Lego as a film medium has so many limitations, and every CG Lego film up to this point choose to pretend every single limitation didn’t exist.
I was honestly amazed when the movie came out. I never expected anyone could make a LEGO movie that takes the feeling of playing with LEGO and runs with it, but those guys really did it. It had all the nostalgia, the childish excitement and wild imagination a movie like this should've had. And it did everything without making fun of the actual LEGO fans - something a lot of other movies based on toys or cartoons repeatedly fail to do.
Absolutely love the movie to bits.
The more I learn about this movie, the more bitter I get that this wasn’t nominated for Best Animated Feature.
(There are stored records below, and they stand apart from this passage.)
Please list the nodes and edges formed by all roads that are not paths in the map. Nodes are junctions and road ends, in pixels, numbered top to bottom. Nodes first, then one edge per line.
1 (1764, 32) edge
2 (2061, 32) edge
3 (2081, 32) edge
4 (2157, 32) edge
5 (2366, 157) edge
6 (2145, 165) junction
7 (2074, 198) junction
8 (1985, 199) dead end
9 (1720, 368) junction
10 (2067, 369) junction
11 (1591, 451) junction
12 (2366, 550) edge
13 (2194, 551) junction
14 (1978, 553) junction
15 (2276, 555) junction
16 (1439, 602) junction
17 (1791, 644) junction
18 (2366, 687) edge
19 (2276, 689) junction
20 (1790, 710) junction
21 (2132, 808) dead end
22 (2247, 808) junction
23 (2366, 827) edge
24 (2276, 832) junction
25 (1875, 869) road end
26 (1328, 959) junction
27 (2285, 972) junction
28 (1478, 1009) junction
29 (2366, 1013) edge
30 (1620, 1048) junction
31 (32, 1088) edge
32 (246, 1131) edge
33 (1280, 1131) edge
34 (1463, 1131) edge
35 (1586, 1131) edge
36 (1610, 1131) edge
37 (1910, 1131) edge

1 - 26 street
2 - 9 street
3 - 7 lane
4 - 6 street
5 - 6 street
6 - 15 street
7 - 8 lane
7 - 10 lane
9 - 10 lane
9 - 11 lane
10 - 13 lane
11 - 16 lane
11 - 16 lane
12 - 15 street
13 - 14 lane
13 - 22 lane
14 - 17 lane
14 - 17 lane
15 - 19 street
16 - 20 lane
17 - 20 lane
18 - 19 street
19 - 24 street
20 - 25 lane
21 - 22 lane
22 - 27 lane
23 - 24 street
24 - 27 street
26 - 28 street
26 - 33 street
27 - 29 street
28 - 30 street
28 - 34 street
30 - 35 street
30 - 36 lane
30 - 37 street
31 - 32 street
And I was already pretty bitter to begin with.
I do love Laika and The Boxtrolls, but man, did this film deserve its spot if we really must limit the nominations to 5 entries.
It did get a Best Song nomination at least.
God, the Boxtrolls was a staple of my childhood
It was, and still is, infuriating they did not get the credit they deserved at the Oscars. It's one the most visually stunning animation movies of the pas 25 years.
1:02 I’ve found a new source of nightmare fuel lmao
I think the achievement is more in the artistic use of technology rather than a flat-out technological breakthrough. So much of what makes good CG good, comes more from art direction than the actual technology being used.
This is my number one favorite animated film. Fun Fact: Lord and Miller also worked on the Spider Verse movies.
I knew that.
As someone who grew up on the brickfilm genre and made quite a few stop motion animations myself the Lego movie felt like a return to form to the films that the community was making at home.
Liam Neeson & Will Arnett were fucking hilarious in that movie. Comedy GOLD
Agreed. The scene where their characters first meet each is my favorite part and Liam Neeson was the best! His character Bad Cop was my favorite one.
Oh the nostalgia. I love this movie just as much as I did when I was a kid
Me too and I was actually a teenager already when this was made.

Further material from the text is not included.